Would you write out the entries below, every one of them, exactly?

Segment Start: AVAILABLE DATA

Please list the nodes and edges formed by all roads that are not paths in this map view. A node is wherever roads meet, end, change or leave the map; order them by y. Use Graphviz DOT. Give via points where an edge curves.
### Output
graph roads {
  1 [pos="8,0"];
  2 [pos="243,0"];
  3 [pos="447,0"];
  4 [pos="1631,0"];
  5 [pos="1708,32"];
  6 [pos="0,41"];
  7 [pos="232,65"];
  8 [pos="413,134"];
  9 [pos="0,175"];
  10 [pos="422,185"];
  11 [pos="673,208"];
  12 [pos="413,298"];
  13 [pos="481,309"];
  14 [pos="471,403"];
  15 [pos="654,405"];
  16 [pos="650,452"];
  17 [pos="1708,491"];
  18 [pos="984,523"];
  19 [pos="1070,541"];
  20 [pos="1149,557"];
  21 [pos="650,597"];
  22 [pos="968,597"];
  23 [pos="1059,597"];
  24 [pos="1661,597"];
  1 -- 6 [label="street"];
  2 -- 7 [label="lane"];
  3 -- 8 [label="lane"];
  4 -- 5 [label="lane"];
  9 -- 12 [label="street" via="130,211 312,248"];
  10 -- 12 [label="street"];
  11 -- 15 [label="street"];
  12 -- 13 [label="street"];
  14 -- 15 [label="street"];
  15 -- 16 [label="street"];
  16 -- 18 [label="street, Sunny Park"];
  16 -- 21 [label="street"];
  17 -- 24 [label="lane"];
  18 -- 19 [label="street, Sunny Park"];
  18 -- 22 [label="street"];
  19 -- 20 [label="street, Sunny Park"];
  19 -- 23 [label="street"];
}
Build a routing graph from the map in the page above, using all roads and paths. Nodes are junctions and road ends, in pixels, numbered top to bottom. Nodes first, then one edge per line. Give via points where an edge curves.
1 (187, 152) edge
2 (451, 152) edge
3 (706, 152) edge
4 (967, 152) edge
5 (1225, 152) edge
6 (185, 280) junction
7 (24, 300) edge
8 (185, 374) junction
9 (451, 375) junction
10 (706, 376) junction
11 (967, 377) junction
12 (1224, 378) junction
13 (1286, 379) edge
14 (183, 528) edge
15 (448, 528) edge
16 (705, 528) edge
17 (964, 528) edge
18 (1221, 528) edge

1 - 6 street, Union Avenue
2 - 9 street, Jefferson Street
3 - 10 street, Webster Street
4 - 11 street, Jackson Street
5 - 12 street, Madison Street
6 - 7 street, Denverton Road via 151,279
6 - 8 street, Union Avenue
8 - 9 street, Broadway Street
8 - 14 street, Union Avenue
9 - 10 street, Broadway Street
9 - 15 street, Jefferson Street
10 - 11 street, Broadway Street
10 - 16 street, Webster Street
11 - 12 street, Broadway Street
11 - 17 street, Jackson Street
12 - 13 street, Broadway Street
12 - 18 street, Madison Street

Segment End: AVAILABLE DATA

**OUTPUT**
Please list the nodes and edges formed by all roads that are not paths in this map view. A node is wherever roads meet, end, change or leave the map; order them by y. Use Graphviz DOT. Give via points where an edge curves.
### Output
graph roads {
  1 [pos="8,0"];
  2 [pos="243,0"];
  3 [pos="447,0"];
  4 [pos="1631,0"];
  5 [pos="1708,32"];
  6 [pos="0,41"];
  7 [pos="232,65"];
  8 [pos="413,134"];
  9 [pos="0,175"];
  10 [pos="422,185"];
  11 [pos="673,208"];
  12 [pos="413,298"];
  13 [pos="481,309"];
  14 [pos="471,403"];
  15 [pos="654,405"];
  16 [pos="650,452"];
  17 [pos="1708,491"];
  18 [pos="984,523"];
  19 [pos="1070,541"];
  20 [pos="1149,557"];
  21 [pos="650,597"];
  22 [pos="968,597"];
  23 [pos="1059,597"];
  24 [pos="1661,597"];
  1 -- 6 [label="street"];
  2 -- 7 [label="lane"];
  3 -- 8 [label="lane"];
  4 -- 5 [label="lane"];
  9 -- 12 [label="street" via="130,211 312,248"];
  10 -- 12 [label="street"];
  11 -- 15 [label="street"];
  12 -- 13 [label="street"];
  14 -- 15 [label="street"];
  15 -- 16 [label="street"];
  16 -- 18 [label="street, Sunny Park"];
  16 -- 21 [label="street"];
  17 -- 24 [label="lane"];
  18 -- 19 [label="street, Sunny Park"];
  18 -- 22 [label="street"];
  19 -- 20 [label="street, Sunny Park"];
  19 -- 23 [label="street"];
}
Build a routing graph from the map in the page above, using all roads and paths. Nodes are junctions and road ends, in pixels, numbered top to bottom. Nodes first, then one edge per line. Give via points where an edge curves.
1 (187, 152) edge
2 (451, 152) edge
3 (706, 152) edge
4 (967, 152) edge
5 (1225, 152) edge
6 (185, 280) junction
7 (24, 300) edge
8 (185, 374) junction
9 (451, 375) junction
10 (706, 376) junction
11 (967, 377) junction
12 (1224, 378) junction
13 (1286, 379) edge
14 (183, 528) edge
15 (448, 528) edge
16 (705, 528) edge
17 (964, 528) edge
18 (1221, 528) edge

1 - 6 street, Union Avenue
2 - 9 street, Jefferson Street
3 - 10 street, Webster Street
4 - 11 street, Jackson Street
5 - 12 street, Madison Street
6 - 7 street, Denverton Road via 151,279
6 - 8 street, Union Avenue
8 - 9 street, Broadway Street
8 - 14 street, Union Avenue
9 - 10 street, Broadway Street
9 - 15 street, Jefferson Street
10 - 11 street, Broadway Street
10 - 16 street, Webster Street
11 - 12 street, Broadway Street
11 - 17 street, Jackson Street
12 - 13 street, Broadway Street
12 - 18 street, Madison Street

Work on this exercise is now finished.